While today’s open models are a step forward, they’re not enough. Koukoumidis explained that with current “open” AI models like DeepSeek-R1 and Llama, an organization can use the model and deploy it on its own. What’s missing is that anyone else who wants to build the model doesn’t know exactly how it was built.
Oumi’s founders believe that lack of transparency is a major obstacle to collaborative AI research and development. Even a project like Llama requires significant effort from researchers to understand how to replicate and develop the work.
How Oumi is working to open up AI to enterprise users, researchers, and everyone else
The Oumi platform works by providing a universal environment that streamlines the complex workflows associated with building AI models.

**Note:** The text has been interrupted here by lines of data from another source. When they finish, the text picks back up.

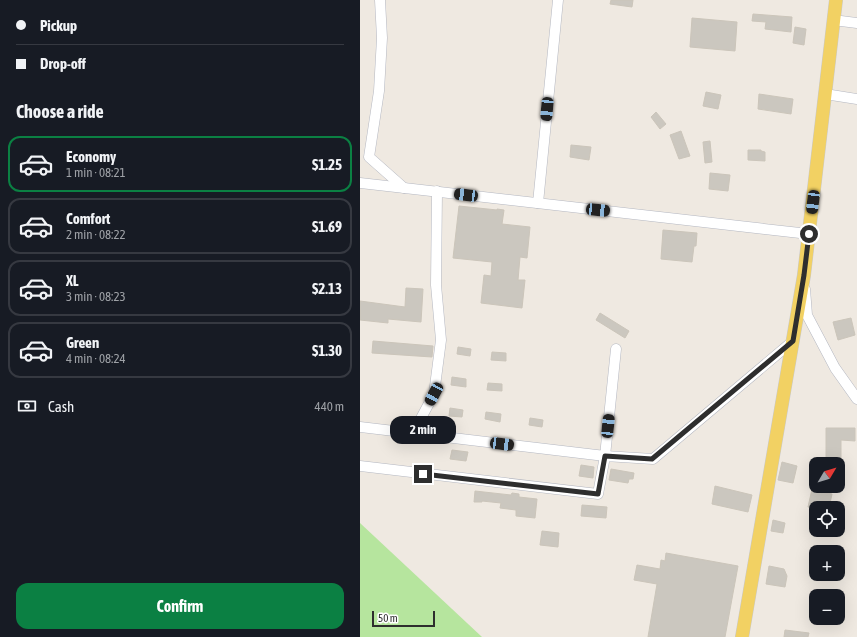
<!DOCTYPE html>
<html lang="en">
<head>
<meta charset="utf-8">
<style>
	body { margin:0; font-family:"Asap Condensed",sans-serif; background:#242831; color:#f1f3f6; height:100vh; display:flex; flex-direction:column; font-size:15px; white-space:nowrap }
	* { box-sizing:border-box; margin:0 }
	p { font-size:13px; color:#9ea1a6 }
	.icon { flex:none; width:22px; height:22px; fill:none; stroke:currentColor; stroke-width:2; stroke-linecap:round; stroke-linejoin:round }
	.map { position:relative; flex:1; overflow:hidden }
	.sheet { display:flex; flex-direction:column; background:#171b24; width:360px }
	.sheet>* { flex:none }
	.hud { display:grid; align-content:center; height:88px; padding:0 16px; background:#171b24 }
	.needle { width:26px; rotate:52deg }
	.tools { position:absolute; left:449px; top:457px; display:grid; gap:8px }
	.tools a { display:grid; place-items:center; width:36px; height:36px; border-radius:8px; background:#171b24; box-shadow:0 4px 16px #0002; font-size:20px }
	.scale { position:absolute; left:12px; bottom:10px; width:63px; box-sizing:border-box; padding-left:4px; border:2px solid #2e2e2e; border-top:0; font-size:11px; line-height:14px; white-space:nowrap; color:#2e2e2e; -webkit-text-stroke:3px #fff; paint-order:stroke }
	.end { position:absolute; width:18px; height:18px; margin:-9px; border:5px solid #2e2e2e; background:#fff; box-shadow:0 0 0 2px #fff }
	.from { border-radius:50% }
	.bubble { position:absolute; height:28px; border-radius:12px; background:#171b24; box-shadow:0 4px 16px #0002; font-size:13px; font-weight:700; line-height:28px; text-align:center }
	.car { position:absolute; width:12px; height:24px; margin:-12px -6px; border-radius:5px; box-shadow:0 0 3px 1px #0007; background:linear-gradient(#222 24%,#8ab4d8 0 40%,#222 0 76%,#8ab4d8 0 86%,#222 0) }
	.hud b { display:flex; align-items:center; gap:14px; height:38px; font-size:15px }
	.hud b+b { border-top:1px solid #363941 }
	.hud i { width:10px; height:10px; background:#f1f3f6 }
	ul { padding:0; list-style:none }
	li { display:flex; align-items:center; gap:12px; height:56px; margin:0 8px 6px; padding:0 8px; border:2px solid #363941; border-radius:12px }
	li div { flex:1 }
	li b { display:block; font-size:15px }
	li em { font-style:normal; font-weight:700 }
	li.on { border-color:#0b8043 }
	li>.icon { width:36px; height:36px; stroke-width:1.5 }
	h2 { padding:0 16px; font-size:18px; line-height:48px }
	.pay { display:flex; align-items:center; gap:10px; height:44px; padding:0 16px; font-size:15px }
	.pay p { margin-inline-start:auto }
	.button { display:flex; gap:8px; margin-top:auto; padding:8px 16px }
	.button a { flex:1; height:46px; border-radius:12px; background:#0b8043; color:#fff; font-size:16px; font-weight:700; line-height:46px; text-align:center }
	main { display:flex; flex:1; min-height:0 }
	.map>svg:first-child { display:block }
</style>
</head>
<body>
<main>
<section class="sheet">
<div class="hud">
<b><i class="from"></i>Pickup</b>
<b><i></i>Drop-off</b>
</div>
<h2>Choose a ride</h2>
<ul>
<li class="on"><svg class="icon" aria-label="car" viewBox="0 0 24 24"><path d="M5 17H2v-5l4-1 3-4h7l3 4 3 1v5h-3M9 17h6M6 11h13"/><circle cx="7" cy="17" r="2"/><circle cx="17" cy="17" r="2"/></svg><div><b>Economy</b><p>1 min · 08:21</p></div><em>$1.25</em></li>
<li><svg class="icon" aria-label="car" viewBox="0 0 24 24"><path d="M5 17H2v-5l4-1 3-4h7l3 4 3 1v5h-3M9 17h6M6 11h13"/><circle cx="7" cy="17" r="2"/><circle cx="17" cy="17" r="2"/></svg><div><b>Comfort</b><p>2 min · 08:22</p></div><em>$1.69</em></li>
<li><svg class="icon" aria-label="car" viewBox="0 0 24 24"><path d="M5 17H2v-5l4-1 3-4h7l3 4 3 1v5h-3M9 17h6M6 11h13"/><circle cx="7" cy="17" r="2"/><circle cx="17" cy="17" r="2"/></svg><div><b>XL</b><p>3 min · 08:23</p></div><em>$2.13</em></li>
<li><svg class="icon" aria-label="car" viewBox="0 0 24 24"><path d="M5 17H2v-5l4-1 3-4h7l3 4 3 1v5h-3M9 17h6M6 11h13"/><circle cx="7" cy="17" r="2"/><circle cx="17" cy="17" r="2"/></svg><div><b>Green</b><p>4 min · 08:24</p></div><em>$1.30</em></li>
</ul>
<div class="pay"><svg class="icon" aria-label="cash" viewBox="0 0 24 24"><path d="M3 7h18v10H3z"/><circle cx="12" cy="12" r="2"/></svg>Cash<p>440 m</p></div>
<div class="button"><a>Confirm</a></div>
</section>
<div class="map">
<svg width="497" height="637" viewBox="0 0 497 637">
	<rect width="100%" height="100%" fill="#efe9e1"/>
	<path fill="#b6e59e" d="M0,523l122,114h-122z"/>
	<g fill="#cbc7bf" stroke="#cbc5ba">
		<path d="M251,0h22l-1,7 -22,-3z"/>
		<path d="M393,14l39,3 -1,15 -26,-3 1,-7 -14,-1z"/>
		<path d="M332,18l45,4 -2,29 -45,-4z"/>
		<path d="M435,27l11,2 -2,16 -11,-2z"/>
		<path d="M346,92l15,3 -3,14 -15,-3z"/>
		<path d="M399,94l34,5 -2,15 -33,-5z"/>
		<path d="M296,112l10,12 -6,5 -9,-12z"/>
		<path d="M321,131l9,25 -11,3 -9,-24z"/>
		<path d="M350,141l2,21 -7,1 -2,-21z"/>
		<path d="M211,145l20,2 -2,13 -19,-3z"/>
		<path d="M388,150h13v1l4,1v9l-17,-1z"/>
		<path d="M350,173l20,2 -2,16 -19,-2z"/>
		<path d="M99,206l38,4v-1l7,1 -2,14 28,3 -3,31 -7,-1 -2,23h7l-3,28 -41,-5 3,-28 7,1 1,-14 -39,-4z"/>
		<path d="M303,230l34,3 -1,13h-2l-2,16 -31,-3z"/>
		<path d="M46,288l17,1 -2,33 -33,-3v4l-28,-3v-19l45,6z"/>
		<path d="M240,313l29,18 -4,7 -29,-18z"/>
		<path d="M491,318l4,17 -17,5 -5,-18z"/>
		<path d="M13,341l60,5 -1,11 -60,-4z"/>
		<path d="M98,347l13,2 -1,7 -13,-2z"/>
		<path d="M132,352l14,1v8l-15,-1z"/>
		<path d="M92,377l14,2v8l-15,-2z"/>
		<path d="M128,383l14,1v7l-15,-1z"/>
		<path d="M90,408l13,2 -1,7 -13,-1z"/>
		<path d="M126,412l15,2 -1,8 -15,-3z"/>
		<path d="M170,418l13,2 -1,7 -13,-2z"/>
		<path d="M466,428h29v13l-14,-1v24h-15z"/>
		<path d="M92,450l16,2 -2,9 -16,-2z"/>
		<path d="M422,462l15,4 -4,17 -15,-3z"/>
		<path d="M221,465l13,2 -1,11 -14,-2z"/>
		<path d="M251,469l23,4 -1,6h-4l-1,4 -19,-3z"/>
		<path d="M355,486l37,9 -4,17 -36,-8z"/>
		<path d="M452,489l20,5 -3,14h-16l-5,-1z"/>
		<path d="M115,491l36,4 1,-2 7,1v3l18,2 -2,19 -19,-2v-6l-16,-2 1,-5 -19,-2v1h-8z"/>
		<path d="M222,505l25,2 -1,11 -25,-2z"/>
		<path d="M413,520l12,3 -2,10 -12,-2z"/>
		<path d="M182,531l17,2 -1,14 -18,-2z"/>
		<path d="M306,553l72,13 -13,71h-77l9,-53 -23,-4 3,-15 23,4 1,-9 4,1z"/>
		<path d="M409,566l15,3 3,7 -2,11 -19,-3z"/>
		<path d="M425,630l24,3 -1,4h-24z"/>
	</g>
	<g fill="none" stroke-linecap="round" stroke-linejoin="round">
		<g stroke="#b4b7c1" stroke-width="11">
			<g id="minor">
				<path d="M20,0l2,38 -3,53 -10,66 35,31"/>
				<path d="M473,20l24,3"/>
				<path d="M465,94l32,5"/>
				<path d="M0,183l449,51"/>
				<path d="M178,203l20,-203"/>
				<path d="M445,289l2,26 28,53 22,31"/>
				<path d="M0,427l245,29 11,-107"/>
				<path d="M53,433l21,-39 7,-54 -5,-55 1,-94"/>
				<path d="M0,466l238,28 7,-38 48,3 140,-118"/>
			</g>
		</g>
		<g stroke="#c9c9c9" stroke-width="14">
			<path id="major" d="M382,637l62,-362 32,-275"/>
		</g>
		<use href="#minor" stroke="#fff" stroke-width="10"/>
		<use href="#major" stroke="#f2d163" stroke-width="13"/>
	</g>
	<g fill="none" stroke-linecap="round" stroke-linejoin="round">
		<path stroke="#2e2e2e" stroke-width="5" d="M63,474l175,20 7,-38 47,3 141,-118 11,-66 5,-41"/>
	</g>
</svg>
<div class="tools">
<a><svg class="needle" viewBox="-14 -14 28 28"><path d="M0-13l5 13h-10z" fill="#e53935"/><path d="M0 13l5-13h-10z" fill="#9ea1a6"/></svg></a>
<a><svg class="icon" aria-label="locate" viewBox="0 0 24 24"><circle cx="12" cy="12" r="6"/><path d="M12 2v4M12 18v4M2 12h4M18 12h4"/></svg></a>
<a>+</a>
<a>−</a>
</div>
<div class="scale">50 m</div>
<i class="end from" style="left:449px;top:234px"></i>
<i class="end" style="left:63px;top:474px"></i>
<div class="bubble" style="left:30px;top:416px;width:66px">2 min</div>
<i class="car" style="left:187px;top:109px;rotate:185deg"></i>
<i class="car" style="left:106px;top:195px;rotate:277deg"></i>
<i class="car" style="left:453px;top:202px;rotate:187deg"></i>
<i class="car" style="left:238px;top:210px;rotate:96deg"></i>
<i class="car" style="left:74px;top:394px;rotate:208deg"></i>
<i class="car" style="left:248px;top:426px;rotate:6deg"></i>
<i class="car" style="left:142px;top:444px;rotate:97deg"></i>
</div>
</main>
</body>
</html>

Koukoumidis explained that building a basic model typically requires 10 or more steps, often in parallel. Oumi integrates all the necessary tools and workflows into a single environment, eliminating the need for researchers to assemble and configure various open-source components.
Key specifications include:
Supports models with parameters from 10M to 405B.
Implementation of advanced training methods including SFT, LoRA, QLoRA and DPO.
Compatible with both text and multimodal models.
Built-in tools for synthesis and curation of training data using LLM judges.
Deployment capabilities using modern output mechanisms such as vLLM and SGLang.
Comprehensive evaluation of the model using standard industry benchmarks.
The platform allows users to start small, using their own laptops for initial experiments and model training. As they progress, users can scale to larger computing resources, such as university clusters or cloud providers, all within a single Oumi environment.
“The idea that you need hundreds of billions of dollars for AI infrastructure is fundamentally flawed,” Koukoumidis said. “By distributing computing across universities and research institutions, we can achieve similar or better results at a fraction of the cost.”